(Excerpts from a dataset)
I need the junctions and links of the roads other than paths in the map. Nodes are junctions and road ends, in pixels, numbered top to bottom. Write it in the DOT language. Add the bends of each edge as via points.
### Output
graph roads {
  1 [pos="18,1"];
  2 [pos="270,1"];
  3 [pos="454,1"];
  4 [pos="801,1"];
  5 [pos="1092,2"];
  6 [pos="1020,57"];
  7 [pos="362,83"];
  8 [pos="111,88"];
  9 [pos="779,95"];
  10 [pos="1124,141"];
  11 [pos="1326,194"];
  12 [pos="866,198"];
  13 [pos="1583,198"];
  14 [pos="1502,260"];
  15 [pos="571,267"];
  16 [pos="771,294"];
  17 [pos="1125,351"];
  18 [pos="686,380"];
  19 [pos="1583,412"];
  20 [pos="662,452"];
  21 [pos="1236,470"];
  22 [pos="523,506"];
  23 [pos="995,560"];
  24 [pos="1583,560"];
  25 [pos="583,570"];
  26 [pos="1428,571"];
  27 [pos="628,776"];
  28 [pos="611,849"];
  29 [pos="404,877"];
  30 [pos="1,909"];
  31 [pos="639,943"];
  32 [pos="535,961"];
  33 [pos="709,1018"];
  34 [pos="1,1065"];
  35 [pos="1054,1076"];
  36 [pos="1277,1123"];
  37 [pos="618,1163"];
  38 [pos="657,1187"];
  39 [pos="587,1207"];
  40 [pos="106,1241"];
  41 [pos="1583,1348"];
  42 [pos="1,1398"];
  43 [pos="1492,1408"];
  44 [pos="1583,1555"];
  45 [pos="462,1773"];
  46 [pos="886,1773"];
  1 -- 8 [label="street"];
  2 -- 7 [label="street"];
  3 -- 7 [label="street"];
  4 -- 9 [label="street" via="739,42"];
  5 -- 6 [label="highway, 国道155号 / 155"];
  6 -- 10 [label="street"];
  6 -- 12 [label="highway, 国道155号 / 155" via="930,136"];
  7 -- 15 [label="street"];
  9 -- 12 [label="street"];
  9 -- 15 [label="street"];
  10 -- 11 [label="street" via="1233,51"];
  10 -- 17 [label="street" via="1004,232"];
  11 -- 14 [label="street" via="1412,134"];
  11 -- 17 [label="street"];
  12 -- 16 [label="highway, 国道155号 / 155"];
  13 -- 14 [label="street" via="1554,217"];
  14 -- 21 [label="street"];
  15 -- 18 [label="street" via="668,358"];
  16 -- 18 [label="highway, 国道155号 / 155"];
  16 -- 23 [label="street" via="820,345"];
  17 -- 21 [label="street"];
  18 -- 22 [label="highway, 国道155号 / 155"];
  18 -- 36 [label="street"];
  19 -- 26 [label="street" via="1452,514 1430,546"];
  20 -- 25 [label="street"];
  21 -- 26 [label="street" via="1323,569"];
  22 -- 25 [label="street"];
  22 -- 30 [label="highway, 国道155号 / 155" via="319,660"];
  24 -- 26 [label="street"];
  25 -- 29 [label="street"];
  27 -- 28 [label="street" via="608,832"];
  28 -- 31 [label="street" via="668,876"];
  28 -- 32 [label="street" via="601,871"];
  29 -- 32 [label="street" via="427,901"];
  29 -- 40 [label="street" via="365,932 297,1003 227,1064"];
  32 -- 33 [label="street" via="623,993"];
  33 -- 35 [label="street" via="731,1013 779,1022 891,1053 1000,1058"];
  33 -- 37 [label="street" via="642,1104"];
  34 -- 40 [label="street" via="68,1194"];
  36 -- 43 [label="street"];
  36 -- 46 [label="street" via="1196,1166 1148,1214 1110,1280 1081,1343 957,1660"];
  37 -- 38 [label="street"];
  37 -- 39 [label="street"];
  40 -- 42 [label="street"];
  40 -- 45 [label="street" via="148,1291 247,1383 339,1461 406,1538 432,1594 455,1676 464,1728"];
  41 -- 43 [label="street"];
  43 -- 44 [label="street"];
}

### PROBLEM REQUIREMENTS
Repeat each entry exactly.

### EXERCISE OUTPUT
I need the junctions and links of the roads other than paths in the map. Nodes are junctions and road ends, in pixels, numbered top to bottom. Write it in the DOT language. Add the bends of each edge as via points.
### Output
graph roads {
  1 [pos="18,1"];
  2 [pos="270,1"];
  3 [pos="454,1"];
  4 [pos="801,1"];
  5 [pos="1092,2"];
  6 [pos="1020,57"];
  7 [pos="362,83"];
  8 [pos="111,88"];
  9 [pos="779,95"];
  10 [pos="1124,141"];
  11 [pos="1326,194"];
  12 [pos="866,198"];
  13 [pos="1583,198"];
  14 [pos="1502,260"];
  15 [pos="571,267"];
  16 [pos="771,294"];
  17 [pos="1125,351"];
  18 [pos="686,380"];
  19 [pos="1583,412"];
  20 [pos="662,452"];
  21 [pos="1236,470"];
  22 [pos="523,506"];
  23 [pos="995,560"];
  24 [pos="1583,560"];
  25 [pos="583,570"];
  26 [pos="1428,571"];
  27 [pos="628,776"];
  28 [pos="611,849"];
  29 [pos="404,877"];
  30 [pos="1,909"];
  31 [pos="639,943"];
  32 [pos="535,961"];
  33 [pos="709,1018"];
  34 [pos="1,1065"];
  35 [pos="1054,1076"];
  36 [pos="1277,1123"];
  37 [pos="618,1163"];
  38 [pos="657,1187"];
  39 [pos="587,1207"];
  40 [pos="106,1241"];
  41 [pos="1583,1348"];
  42 [pos="1,1398"];
  43 [pos="1492,1408"];
  44 [pos="1583,1555"];
  45 [pos="462,1773"];
  46 [pos="886,1773"];
  1 -- 8 [label="street"];
  2 -- 7 [label="street"];
  3 -- 7 [label="street"];
  4 -- 9 [label="street" via="739,42"];
  5 -- 6 [label="highway, 国道155号 / 155"];
  6 -- 10 [label="street"];
  6 -- 12 [label="highway, 国道155号 / 155" via="930,136"];
  7 -- 15 [label="street"];
  9 -- 12 [label="street"];
  9 -- 15 [label="street"];
  10 -- 11 [label="street" via="1233,51"];
  10 -- 17 [label="street" via="1004,232"];
  11 -- 14 [label="street" via="1412,134"];
  11 -- 17 [label="street"];
  12 -- 16 [label="highway, 国道155号 / 155"];
  13 -- 14 [label="street" via="1554,217"];
  14 -- 21 [label="street"];
  15 -- 18 [label="street" via="668,358"];
  16 -- 18 [label="highway, 国道155号 / 155"];
  16 -- 23 [label="street" via="820,345"];
  17 -- 21 [label="street"];
  18 -- 22 [label="highway, 国道155号 / 155"];
  18 -- 36 [label="street"];
  19 -- 26 [label="street" via="1452,514 1430,546"];
  20 -- 25 [label="street"];
  21 -- 26 [label="street" via="1323,569"];
  22 -- 25 [label="street"];
  22 -- 30 [label="highway, 国道155号 / 155" via="319,660"];
  24 -- 26 [label="street"];
  25 -- 29 [label="street"];
  27 -- 28 [label="street" via="608,832"];
  28 -- 31 [label="street" via="668,876"];
  28 -- 32 [label="street" via="601,871"];
  29 -- 32 [label="street" via="427,901"];
  29 -- 40 [label="street" via="365,932 297,1003 227,1064"];
  32 -- 33 [label="street" via="623,993"];
  33 -- 35 [label="street" via="731,1013 779,1022 891,1053 1000,1058"];
  33 -- 37 [label="street" via="642,1104"];
  34 -- 40 [label="street" via="68,1194"];
  36 -- 43 [label="street"];
  36 -- 46 [label="street" via="1196,1166 1148,1214 1110,1280 1081,1343 957,1660"];
  37 -- 38 [label="street"];
  37 -- 39 [label="street"];
  40 -- 42 [label="street"];
  40 -- 45 [label="street" via="148,1291 247,1383 339,1461 406,1538 432,1594 455,1676 464,1728"];
  41 -- 43 [label="street"];
  43 -- 44 [label="street"];
}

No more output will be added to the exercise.